Assignment
Word for word, please restate each record and pass over the pictures.

++++++++

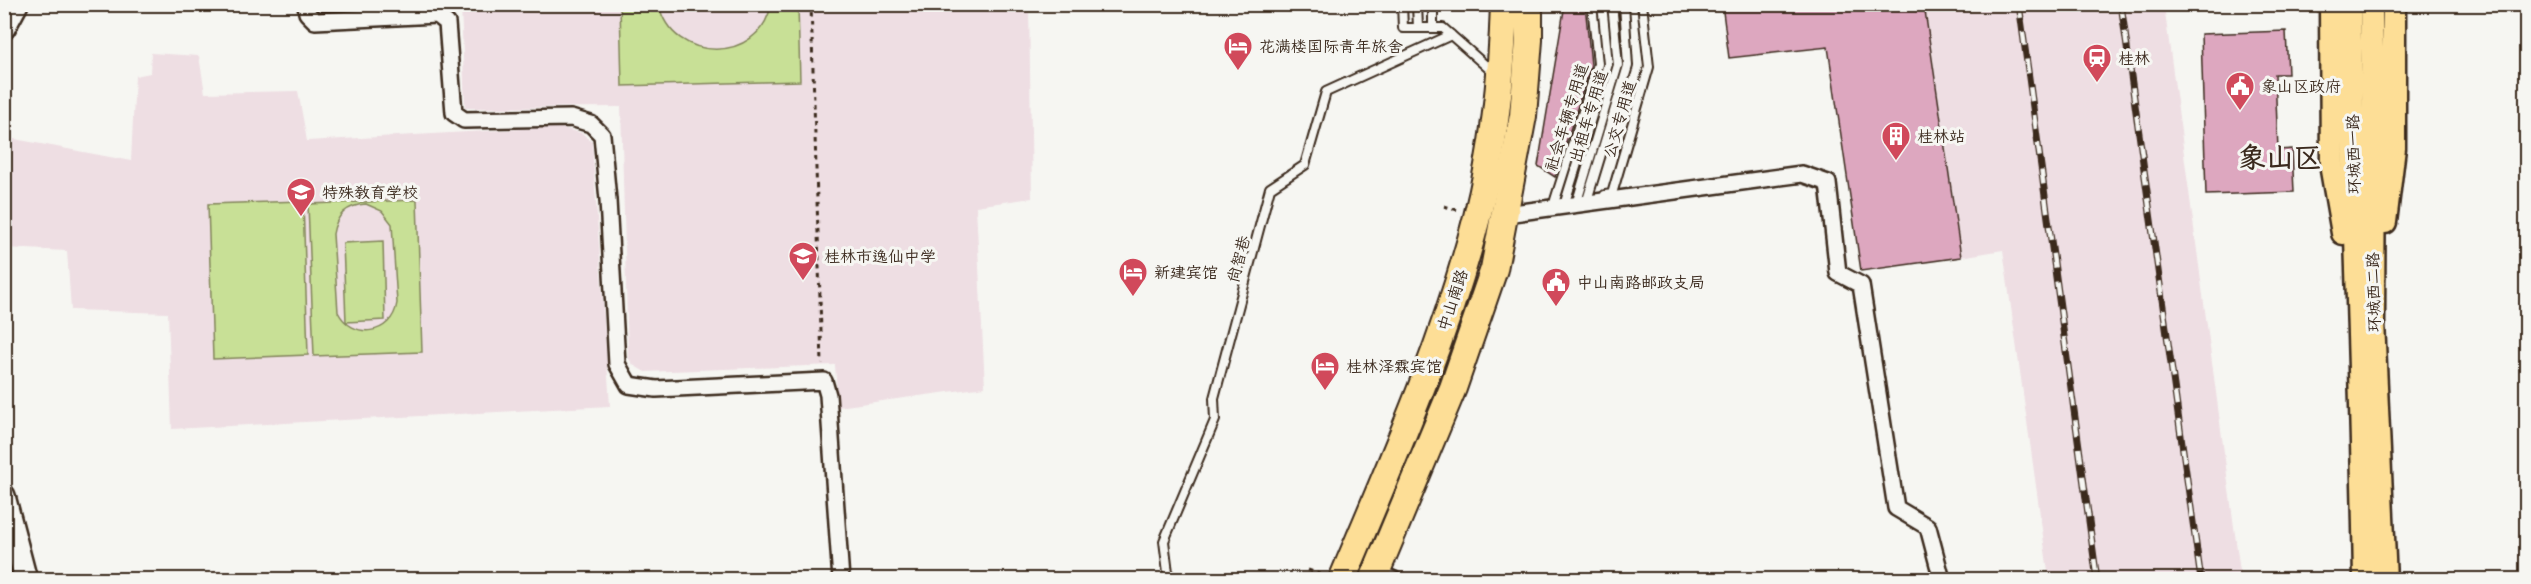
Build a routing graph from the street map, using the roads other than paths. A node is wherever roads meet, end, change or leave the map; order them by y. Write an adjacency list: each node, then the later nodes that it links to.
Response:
1 (17, 4): 19 (street)
2 (306, 4): 36 (street)
3 (1402, 4): 20 (lane)
4 (1417, 4): 20 (lane)
5 (1433, 4): 21 (lane)
6 (1492, 4): 23 (main road)
7 (1504, 4): 23 (highway, 中山南路)
8 (1529, 4): 24 (highway, 中山南路)
9 (1538, 4): 24 (main road)
10 (1592, 4): 29 (lane, 社会车辆专用道)
11 (1602, 4): 28 (lane, 社会车辆专用道)
12 (1612, 4): 27 (lane, 出租车专用道)
13 (1624, 4): 26 (lane, 出租车专用道)
14 (1642, 4): 26 (lane, 公交专用道)
15 (2331, 4): 32 (main road)
16 (2349, 4): 31 (main road, 环城西一路)
17 (2371, 4): 31 (main road, 环城西二路)
18 (2394, 4): 32 (main road)
19 (4, 28)
20 (1418, 28): 21 (lane)
21 (1433, 28): 22 (lane)
22 (1451, 35): 25 (lane); 37 (lane, 尚智巷)
23 (1503, 39): 25 (highway, 中山南路)
24 (1529, 40): 30 (highway, 中山南路)
25 (1499, 78): 38 (highway, 中山南路)
26 (1588, 197): 27 (lane, 公交专用道)
27 (1578, 198): 28 (lane, 公交专用道)
28 (1566, 199): 29 (lane, 公交专用道)
29 (1555, 200): 30 (lane, 公交专用道)
30 (1506, 211): 34 (highway, 中山南路); 39 (street)
31 (2363, 232): 32 (main road, 环城西二路)
32 (2366, 321): 40 (main road, 环城西二路); 41 (main road, 环城西二路)
33 (4, 496): 35 (street)
34 (1381, 577)
35 (26, 579)
36 (841, 579)
37 (1168, 579)
38 (1342, 579)
39 (1942, 579)
40 (2365, 579)
41 (2385, 579)

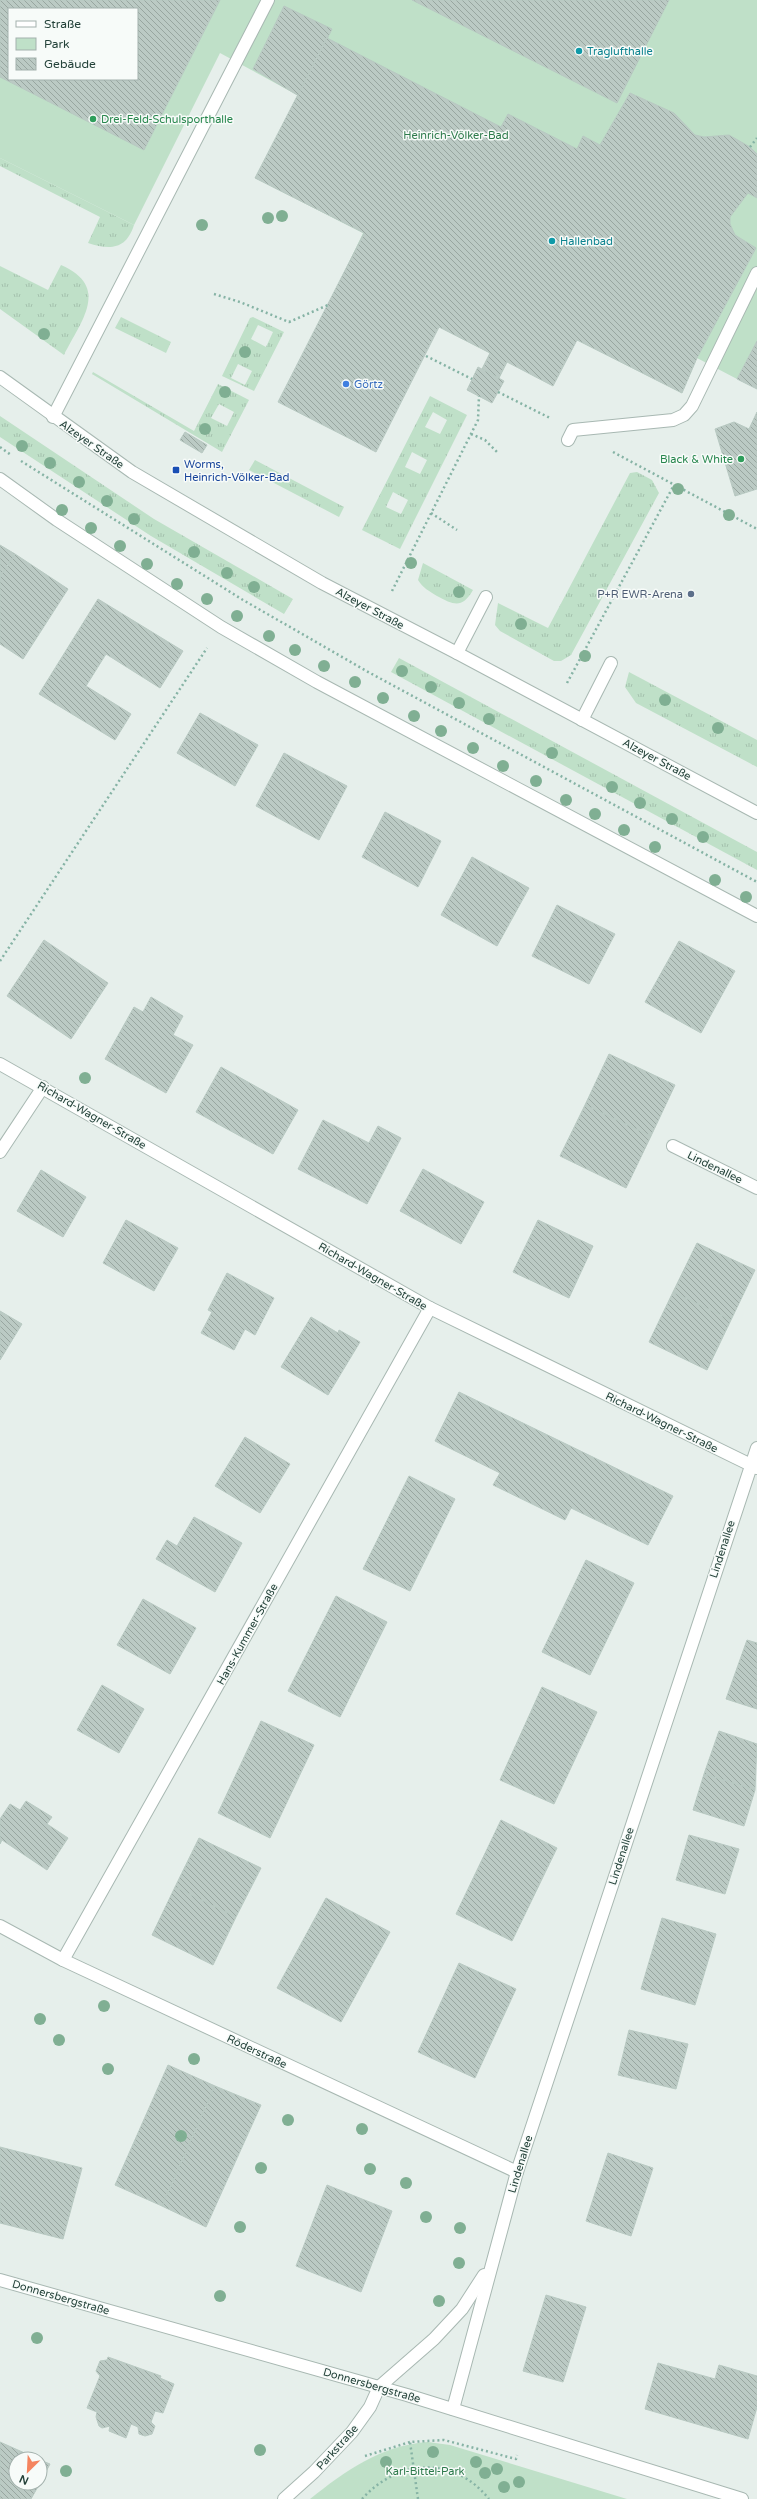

++++++++

Result
Build a routing graph from the street map, using the roads other than paths. A node is wherever roads meet, end, change or leave the map; order them by y. Write an adjacency list: each node, then the later nodes that it links to.
Response:
1 (17, 4): 19 (street)
2 (306, 4): 36 (street)
3 (1402, 4): 20 (lane)
4 (1417, 4): 20 (lane)
5 (1433, 4): 21 (lane)
6 (1492, 4): 23 (main road)
7 (1504, 4): 23 (highway, 中山南路)
8 (1529, 4): 24 (highway, 中山南路)
9 (1538, 4): 24 (main road)
10 (1592, 4): 29 (lane, 社会车辆专用道)
11 (1602, 4): 28 (lane, 社会车辆专用道)
12 (1612, 4): 27 (lane, 出租车专用道)
13 (1624, 4): 26 (lane, 出租车专用道)
14 (1642, 4): 26 (lane, 公交专用道)
15 (2331, 4): 32 (main road)
16 (2349, 4): 31 (main road, 环城西一路)
17 (2371, 4): 31 (main road, 环城西二路)
18 (2394, 4): 32 (main road)
19 (4, 28)
20 (1418, 28): 21 (lane)
21 (1433, 28): 22 (lane)
22 (1451, 35): 25 (lane); 37 (lane, 尚智巷)
23 (1503, 39): 25 (highway, 中山南路)
24 (1529, 40): 30 (highway, 中山南路)
25 (1499, 78): 38 (highway, 中山南路)
26 (1588, 197): 27 (lane, 公交专用道)
27 (1578, 198): 28 (lane, 公交专用道)
28 (1566, 199): 29 (lane, 公交专用道)
29 (1555, 200): 30 (lane, 公交专用道)
30 (1506, 211): 34 (highway, 中山南路); 39 (street)
31 (2363, 232): 32 (main road, 环城西二路)
32 (2366, 321): 40 (main road, 环城西二路); 41 (main road, 环城西二路)
33 (4, 496): 35 (street)
34 (1381, 577)
35 (26, 579)
36 (841, 579)
37 (1168, 579)
38 (1342, 579)
39 (1942, 579)
40 (2365, 579)
41 (2385, 579)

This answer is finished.